Key OEM questions to ask: (1) Who owns the mold/tooling for your custom packaging — you or the factory? (2) What is the artwork proof turnaround? (3) Is there an exclusive formula clause, or can the factory sell the same formula to your competitors? (4) Does the factory provide free design support, or is it billed separately?
Related: OEM Solutions Overview

Quality starts before production. For tofu cat litter, soybean fiber grade, supplier selection, and moisture control directly affect clumping performance and dust levels. Request information on raw material sourcing, batch testing, and supplier qualification procedures.
A serious factory should be able to: (1) name their main raw material suppliers and the relationship duration; (2) provide incoming inspection records for the last 3-6 months; (3) explain how they handle material variation between batches; (4) show storage conditions (humidity-controlled warehouses matter for plant-based litter).

Standard pre-shipment tests include dust test, clumping test, absorption test, moisture test, odor control, and packaging inspection.
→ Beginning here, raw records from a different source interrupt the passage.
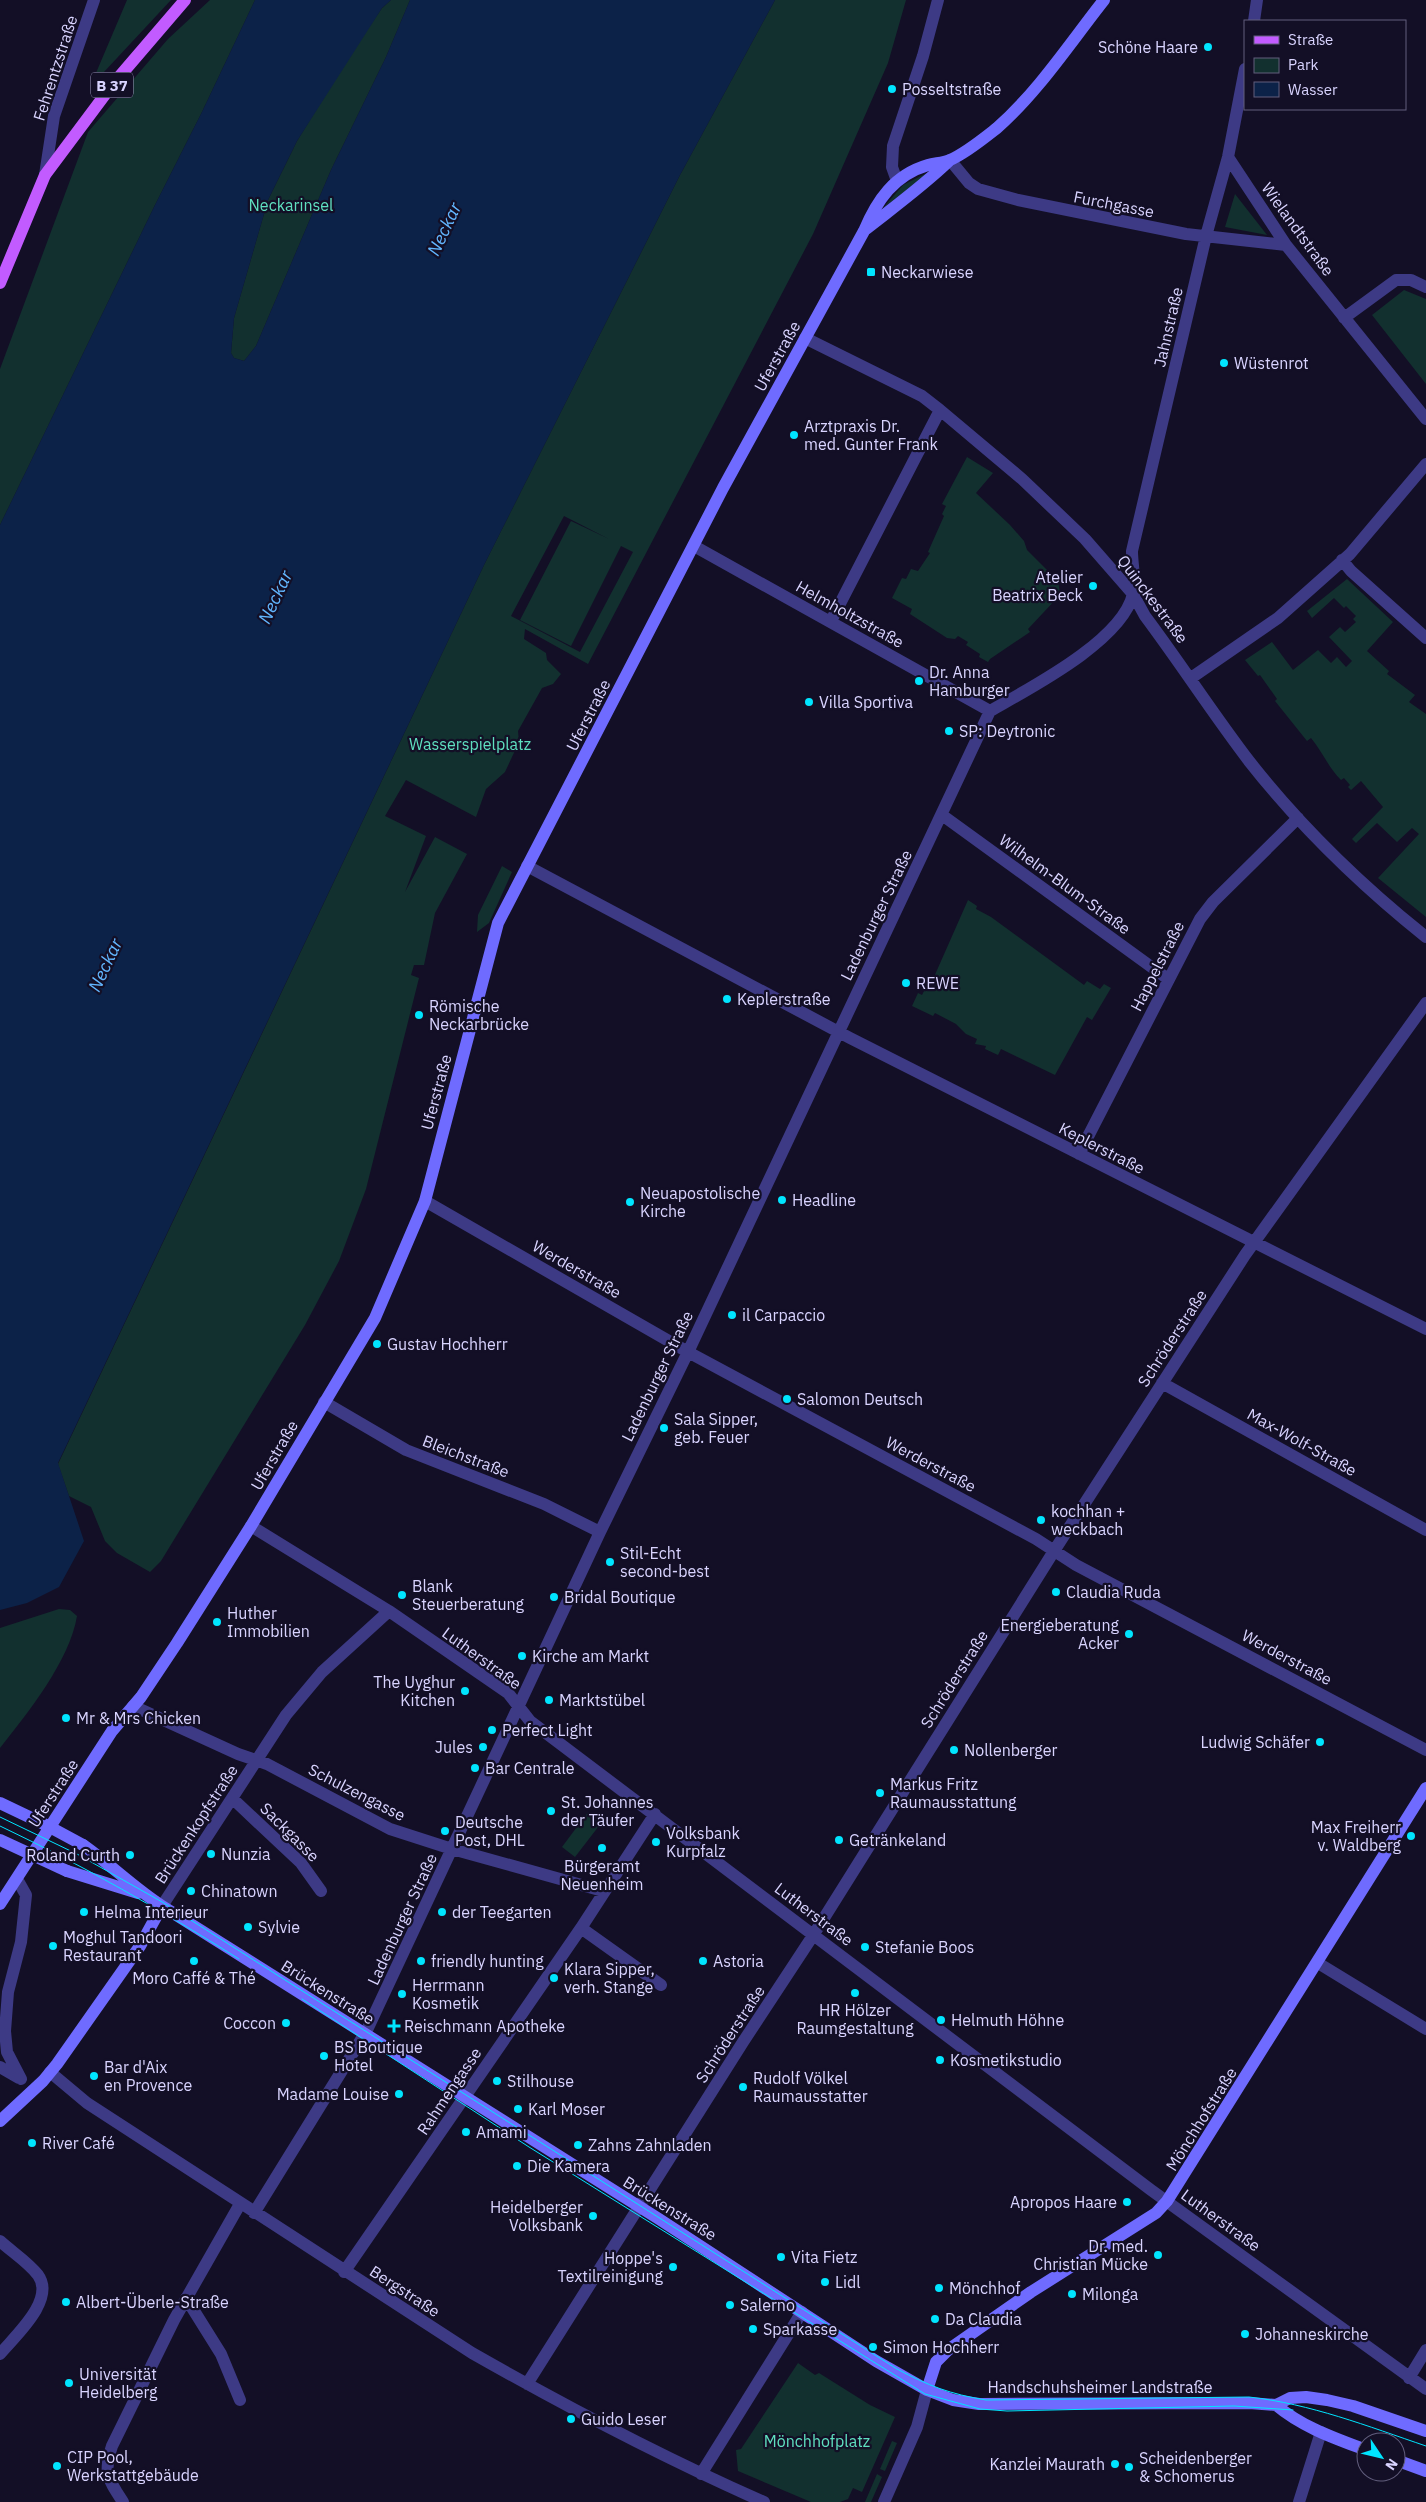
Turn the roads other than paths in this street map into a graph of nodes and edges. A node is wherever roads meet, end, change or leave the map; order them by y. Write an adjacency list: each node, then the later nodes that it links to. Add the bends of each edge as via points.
1 (94, 0): 10 (street, Fehrentzstraße, via 54,116)
2 (184, 0): 10 (main road, B 37, via 113,84)
3 (938, 0): 11 (street, via 893,146 892,167)
4 (1104, 0): 9 (street, via 1023,103 996,129)
5 (1258, 0): 6 (street)
6 (1254, 20)
7 (1244, 74): 8 (street, Jahnstraße)
8 (1228, 157): 13 (street, Jahnstraße); 14 (street, Wielandtstraße)
9 (950, 160): 11 (street, via 928,165); 12 (street, Uferstraße); 13 (street, Furchgasse, via 970,183 988,193 1080,214)
10 (45, 175): 15 (main road, B 37)
11 (897, 181): 12 (street, Uferstraße, via 880,198)
12 (864, 231): 18 (street, Uferstraße)
13 (1206, 236): 14 (street, Furchgasse); 24 (street, Jahnstraße, via 1132,551)
14 (1286, 245): 17 (street, Wielandtstraße)
15 (0, 283)
16 (1426, 287): 17 (street, via 1411,280 1396,280)
17 (1344, 318): 20 (street, Wielandtstraße)
18 (805, 338): 19 (street, Quinckestraße, via 922,396); 22 (street, Uferstraße)
19 (940, 410): 24 (street, Quinckestraße, via 1022,479 1085,539); 25 (street)
20 (1426, 420)
21 (1426, 464): 23 (street)
22 (694, 546): 25 (street, Helmholtzstraße); 31 (street, Uferstraße)
23 (1342, 560): 26 (street); 27 (street, via 1278,618)
24 (1133, 594): 27 (street, Quinckestraße); 28 (street, via 1122,614 1082,656)
25 (831, 621): 28 (street, Helmholtzstraße)
26 (1426, 638)
27 (1191, 678): 30 (street, Quinckestraße, via 1248,760)
28 (990, 711): 29 (street, Ladenburger Straße)
29 (942, 815): 33 (street, Wilhelm-Blum-Straße); 35 (street, Ladenburger Straße)
30 (1298, 818): 32 (street, Quinckestraße, via 1355,877); 33 (street, Happelstraße, via 1213,902 1200,919)
31 (526, 866): 35 (street, Keplerstraße); 37 (street, Uferstraße, via 493,937)
32 (1426, 937)
33 (1168, 979): 36 (street, Happelstraße)
34 (1426, 1003): 38 (street, Schröderstraße)
35 (839, 1031): 36 (street, Keplerstraße); 40 (street, Ladenburger Straße)
36 (1079, 1154): 38 (street, Keplerstraße)
37 (425, 1201): 40 (street, Werderstraße); 42 (street, Uferstraße, via 375,1318)
38 (1255, 1242): 39 (street, Keplerstraße); 41 (street, Schröderstraße)
39 (1426, 1329)
40 (688, 1352): 45 (street, Ladenburger Straße); 46 (street, Werderstraße)
41 (1162, 1383): 44 (street, Max-Wolf-Straße); 46 (street, Schröderstraße)
42 (324, 1402): 43 (street, Uferstraße); 45 (street, Bleichstraße, via 406,1450 544,1504)
43 (251, 1526): 47 (street, Lutherstraße); 48 (street, Uferstraße)
44 (1426, 1530)
45 (600, 1532): 49 (street, Ladenburger Straße)
46 (1054, 1551): 50 (street, Werderstraße); 65 (street, Schröderstraße)
47 (389, 1611): 49 (street, Lutherstraße, via 508,1693); 51 (street, Brückenkopfstraße, via 343,1650 310,1684)
48 (133, 1706): 51 (street, Schulzengasse); 58 (street, Uferstraße, via 112,1731)
49 (519, 1706): 55 (street, Lutherstraße, via 530,1721); 57 (street, Ladenburger Straße)
50 (1426, 1750)
51 (256, 1760): 53 (street, Brückenkopfstraße); 57 (street, Schulzengasse, via 390,1829)
52 (1426, 1788): 66 (street, Mönchhofstraße)
53 (233, 1799): 59 (street, Sackgasse, via 301,1863); 63 (street, Brückenkopfstraße)
54 (0, 1803): 61 (street, Brückenstraße, bridge, via 83,1845 106,1860)
55 (655, 1814): 60 (street, Rahmengasse); 65 (street, Lutherstraße)
56 (0, 1840): 61 (street, Brückenstraße, bridge, via 67,1871)
57 (452, 1850): 60 (street, Schulzengasse); 69 (street, Ladenburger Straße)
58 (17, 1878): 62 (street, Uferstraße); 72 (street, via 26,1895 20,1942 4,2014 7,2052)
59 (321, 1891)
60 (603, 1891): 64 (street, Rahmengasse)
61 (143, 1894): 63 (street, Brückenstraße)
62 (0, 1904)
63 (162, 1906): 69 (street, Brückenstraße); 71 (street, Brückenkopfstraße, via 140,1946)
64 (581, 1928): 67 (street); 74 (street, Rahmengasse)
65 (814, 1934): 76 (street, Lutherstraße); 78 (street, Schröderstraße)
66 (1318, 1963): 68 (street); 76 (street, Mönchhofstraße)
67 (661, 1984)
68 (1426, 2029)
69 (366, 2034): 74 (street, Brückenstraße); 79 (street, Ladenburger Straße)
70 (0, 2067): 72 (street)
71 (50, 2072): 73 (street, Brückenkopfstraße); 77 (street, Bergstraße, via 87,2104)
72 (21, 2079): 73 (street)
73 (32, 2091): 75 (street, Brückenkopfstraße)
74 (464, 2097): 78 (street, Brückenstraße); 81 (street, Rahmengasse)
75 (0, 2122)
76 (1167, 2201): 86 (street, Lutherstraße); 89 (street, Mönchhofstraße, via 1156,2213 1030,2292 948,2350 936,2362)
77 (240, 2204): 79 (street, Bergstraße); 82 (street)
78 (639, 2207): 83 (street, Brückenstraße); 87 (street, Schröderstraße)
79 (254, 2213): 81 (street, Bergstraße)
80 (0, 2241): 85 (street, via 38,2275 42,2291 37,2309)
81 (344, 2272): 87 (street, Bergstraße)
82 (186, 2298): 90 (street, via 221,2354); 98 (street, via 107,2461 107,2476)
83 (802, 2312): 89 (street, Brückenstraße); 97 (street)
84 (1426, 2350): 86 (street)
85 (0, 2354)
86 (1409, 2378): 88 (street, Lutherstraße)
87 (527, 2384): 97 (street, Bergstraße)
88 (1426, 2389)
89 (927, 2390): 91 (street, Handschuhsheimer Landstraße, via 953,2400 986,2404); 100 (street, via 917,2427)
90 (240, 2400)
91 (1276, 2405): 92 (street, Handschuhsheimer Landstraße, via 1290,2398 1327,2400); 93 (street, via 1289,2416)
92 (1426, 2431)
93 (1321, 2432): 94 (street); 101 (street)
94 (1356, 2446)
95 (1406, 2464): 96 (street)
96 (1426, 2471)
97 (701, 2474): 99 (street, Bergstraße)
98 (123, 2502)
99 (764, 2502)
100 (884, 2502)
101 (1299, 2502)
Ask for the QC checklist, the test report template, and the percentage of lots that fail first inspection. A professional supplier will provide batch-specific test reports with each shipment.
Minimum QC checkpoints: incoming material inspection (before production), in-process sampling (every 2-4 hours), pre-shipment batch testing, and packaging integrity check. The test report should include: granule size distribution, dust percentage, clumping time, water absorption (%), moisture content (%), and pH value. Reject any supplier that only does "visual inspection" without instrument-based testing.
Related: Quality Testing Center

A great first sample does not guarantee long-term consistency. Large buyers care about batch records, the QC process in production, and whether production standards are documented. Request sample retention policy, traceability system, and historical rejection rate.
A robust consistency program includes: (1) retained samples from every batch stored for 12+ months; (2) batch code traceability from raw material to finished goods; (3) statistical process control charts on critical parameters; (4) third-party lab verification at least quarterly. Ask to see 2-3 batch test reports from different production dates — consistency tells you more than a single good sample.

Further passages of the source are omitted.